Modified Nukiyama-Tanasawa and Rizk-Lefebvre models to predict droplet size for microconcentric nebulizers with aqueous and organic solvents

摘要

Aerosols characteristic of several organic solvents (hexane, acetone, xylene, toluene, methanol, and ethanol) produced by a direct injection high efficiency nebulizer (DIHEN) are measured using a phase Doppler particle analyzer (PDPA) over a wide range of operating conditions (nebulizer gas = 0.2-1.0 L min~(-1), solvent flow rate = 10-500 μL min~(-1)). The Sauter mean diameter, defined as the volume-to-surface area ratio (D_(3,2)), and cumulative count percent of organic aerosol are measured and compared with those of aqueous droplets. These parameters are chosen because the performance of inductively coupled plasma (ICP) as an excitation and ionization source is affected by the size of the introduced droplets, particularly in the case of direct injection nebulizers where the primary aerosol is directly introduced to the plasma without being filtered by the spray chamber.

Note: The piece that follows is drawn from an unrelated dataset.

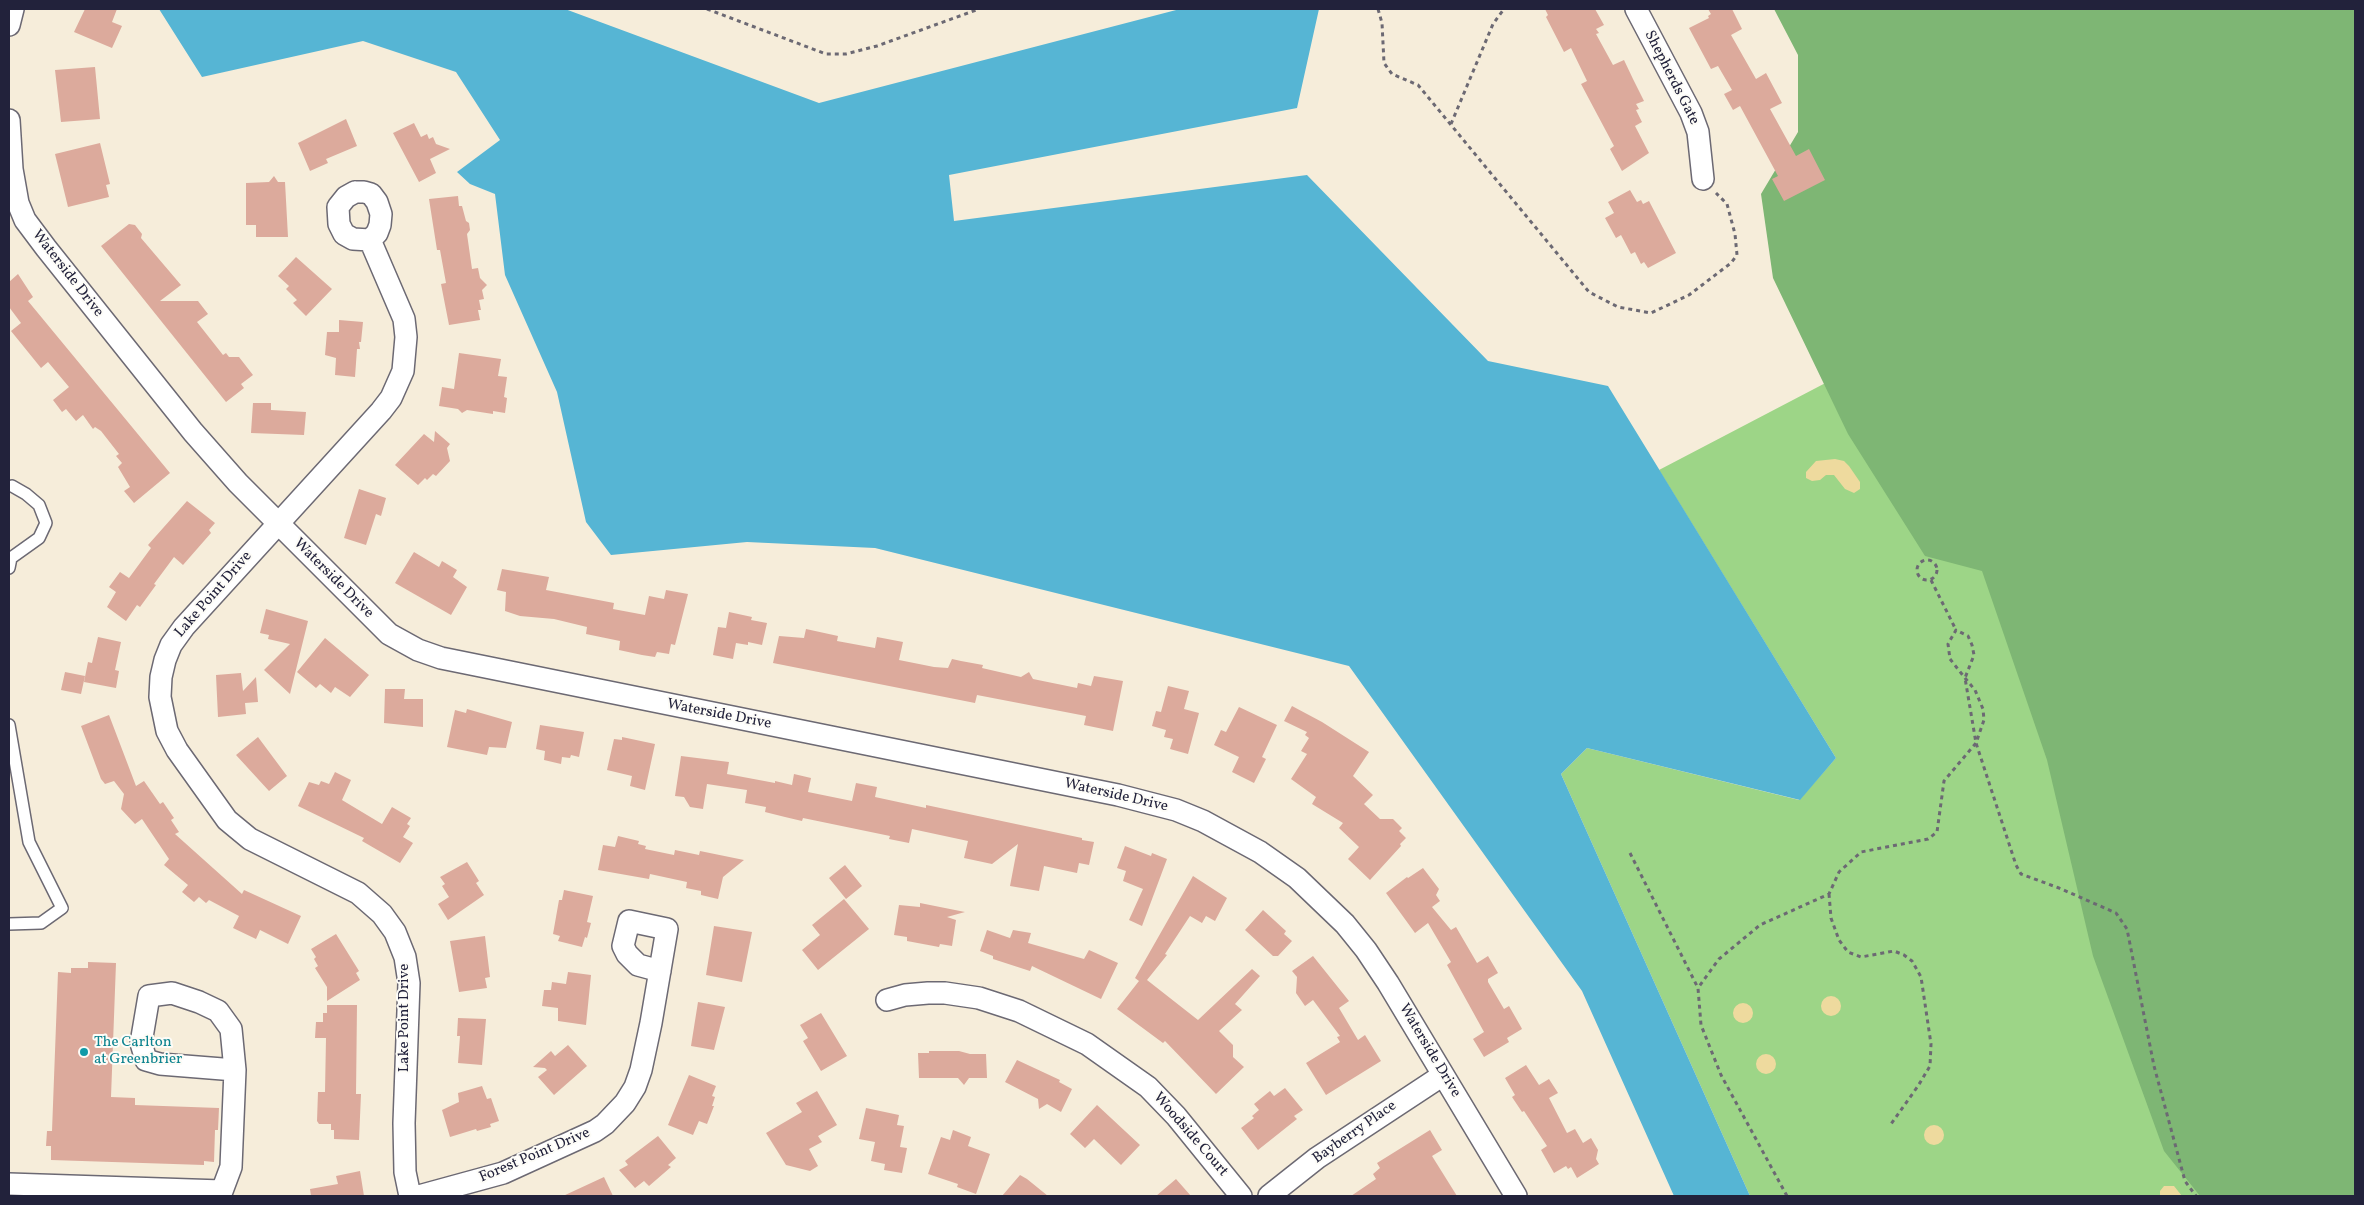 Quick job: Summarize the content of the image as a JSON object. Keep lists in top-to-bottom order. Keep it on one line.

The size distribution of the droplets demonstrates a notable shift toward smaller droplets, and is generally narrower when organic solvents are used instead of water. This effect is more pronounced for hexane and acetone, having a considerably lower surface tension and viscosity, respectively, compared with water. A D_(3,2) of 4.6 μm is obtained for hexane, compared with 7.2 μm for aqueous solutions at a nebulizer gas flow rate of 0.2 L min~(-1) and a solution uptake rate of 50 μL min~(-1). This decrease in droplet size is less significant for ethanol, methanol, toluene and xylene. Experimental results are also compared to D_(3,2) values calculated by the Nukiyama-Tanasawa (N-T) equation and Rizk-Lefebvre (R-L) model. While the cited models correctly predict the trend in size variation as a function of nebulizer gas flow rate, and to some extent solvent characteristics, an overestimation and an underestimation of D_(3,2) is observed for all tested solvents at low nebulizer gas flow rates for the N-T model and the R-L model, respectively. Modified equations are proposed which are capable of predicting D_(3,2) values for several solvents with greater accuracy.